I also added 3 stalks of celery, 3 small onions, 4 purple peppers, 2 cayenne peppers and a couple of garlic cloves.I sprinkled a teaspoon of canning salt over the top. Then I poured a 1/2 cup of vinegar in as well. Those are yellow tomatoes in there. They were ones that didn't sell at Saturdays farmers market. Can't let any of those tomatoes go to waste!
                                         I have found my roaster is the best thing to mix and cook all of these veggies in.
I set the temperature at 300 F. -350 F. Cover and let the cooking begin!   Remember to stir things up every 15 minutes or so.   Depending how many tomatoes you have simmering away, it usually takes a good hour or so for all of the veggies to become tender. The smells inside of your kitchen will be heavenly!

When it is all simmered to a softened mixture it should look something like this: Lots of flavor filled juices filling the pan.

 Now is a good time to fill your water-bath pot full of water, then get it on your stove.  You want it to be at a full rolling boil by the time you get done pressing your mixture.

I use an old fashioned food press.  This also a great tool for making applesauce! Put the press over a pot big enough to hold all of the extracted juices.  With a large measuring cup just dump some of your veggie mix into the press and turn the crank.
When you have squeezed every last bit of juice out, return the pot of hot juice back on the stove. Bring it back to a simmer, then cover.
While that is simmering away, you want to get your jars ready.
Make sure you wash them along with the lids and bands in a very hot soapy bath.
My mother in law taught me a little trick to keep the jars hot before filling them.

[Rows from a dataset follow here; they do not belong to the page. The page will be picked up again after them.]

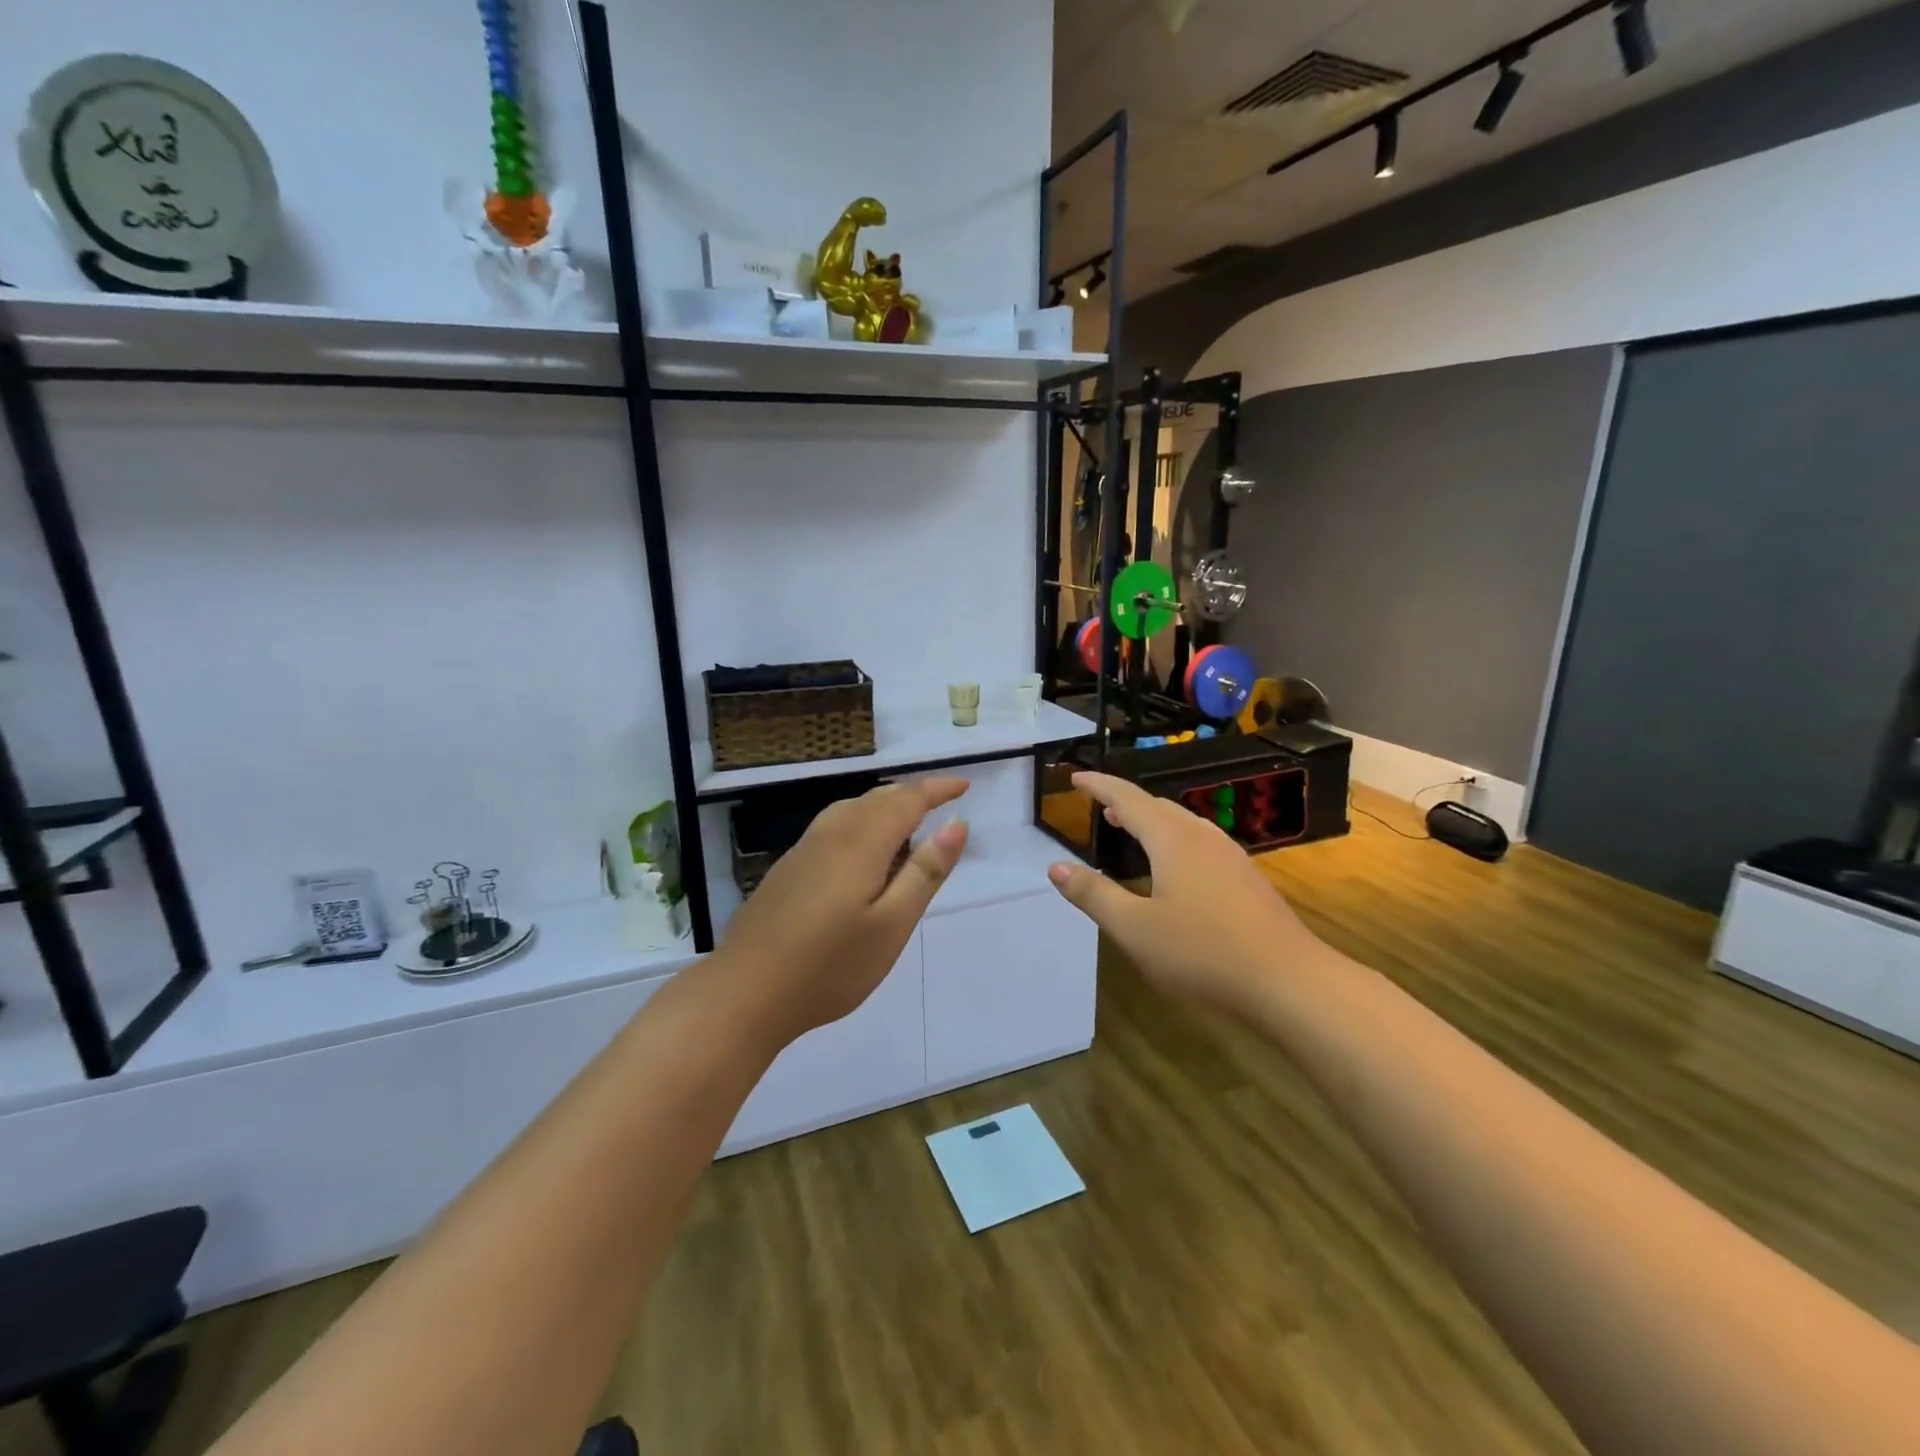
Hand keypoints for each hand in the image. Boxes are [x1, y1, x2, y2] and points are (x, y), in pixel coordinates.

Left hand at [712, 777, 969, 1050]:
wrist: (744, 993)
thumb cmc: (829, 966)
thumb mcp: (892, 925)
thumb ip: (925, 872)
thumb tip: (956, 824)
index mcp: (861, 842)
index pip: (906, 800)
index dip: (937, 790)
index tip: (963, 786)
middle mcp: (831, 834)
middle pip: (877, 799)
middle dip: (912, 796)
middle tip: (943, 804)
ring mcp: (804, 849)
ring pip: (852, 809)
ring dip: (885, 807)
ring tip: (909, 826)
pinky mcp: (788, 868)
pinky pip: (835, 826)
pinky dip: (862, 823)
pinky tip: (863, 854)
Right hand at [1047, 771, 1328, 1012]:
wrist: (1290, 982)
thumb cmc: (1203, 952)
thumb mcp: (1134, 929)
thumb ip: (1093, 895)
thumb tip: (1055, 867)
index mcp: (1172, 839)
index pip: (1128, 799)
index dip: (1099, 785)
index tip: (1076, 777)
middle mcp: (1202, 837)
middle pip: (1158, 807)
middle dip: (1126, 803)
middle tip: (1101, 808)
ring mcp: (1231, 857)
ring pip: (1183, 824)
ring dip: (1152, 821)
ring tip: (1132, 831)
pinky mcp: (1247, 879)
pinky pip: (1200, 843)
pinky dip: (1174, 840)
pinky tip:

Heat your oven to 350F.  Line up your jars on a cookie sheet, then turn off the oven and pop the jars in to the preheated oven.
Your lids and bands should be in a separate pan of boiling water, waiting to be screwed on the jars.
Now comes the time to fill your jars.
Take the jars out of the oven a carefully ladle the hot juice into them. Make sure there  is no foam around the edges of the filled jars. If there is use a spoon to remove it.
Wipe the rims of the jars with a hot,wet, clean cloth. Carefully put on a hot lid, then screw on the bands. You may have to go back and re tighten each band.
Now you are ready to add the jars to your boiling pot of water.
Most canners have a metal jar holder. This makes it easier to lower your jars into the boiling water and then remove them later.
The water should cover each jar by an inch or so. Put the lid back on the pot. Bring your water back to a full rolling boil.
Quart jars should process for 30 - 40 minutes. Pint jars 25-30 minutes.
Carefully remove the cooked juice from your pot.
(Hey, they look the same as they did before I put them in the water!)
In the next hour or so you should hear a popping noise from each lid. That means they have sealed. If the lid hasn't sealed within the next 6 hours that jar of juice needs to be refrigerated and used within the next week.
A properly sealed lid doesn't pop back up after you poke the middle of it with your finger.
Make sure you label your jars with its contents and date as soon as it cools
Most canned tomato juice is usually good for 9 -12 months
I am sure there will be more jars of tomato mixtures added to the pantry closet in the weeks to come. Fingers crossed I can get the most out of my tomatoes before the first big frost hits! 


  1. Hi Liz, thank you so much for sharing your canned tomato juice at our Inspiration cafe Party! What a great share...awesome step by step recipe/tutorial! Pinning! This looks and sounds perfect for chili!

    1. I need to go back and write some recipes down from your party! Lots of great ones for sure! Thanks!

  2. What a great thing to have on hand. Home-canned tomatoes taste so much better than anything you can buy at the store! Love this.

    1. My supply is running low! Hoping for a good tomato crop again this year. Thanks for stopping by!

  3. Oh wow I what a great tutorial Liz. Those tomatoe jars look really good!

    1. My tomato juice supply is running low! Ready for gardening season to growm some more! Thanks for stopping by!

  4. Oh even better than V-8 I'm sure! I have yet to try canning, but when I do, I'm going to try doing this juice too! Never would have thought about it if I hadn't seen this at the Inspiration Cafe! Thanks for linking it up!

  5. This juice is so easy to make in the big roaster! This was a fun party! Thanks again!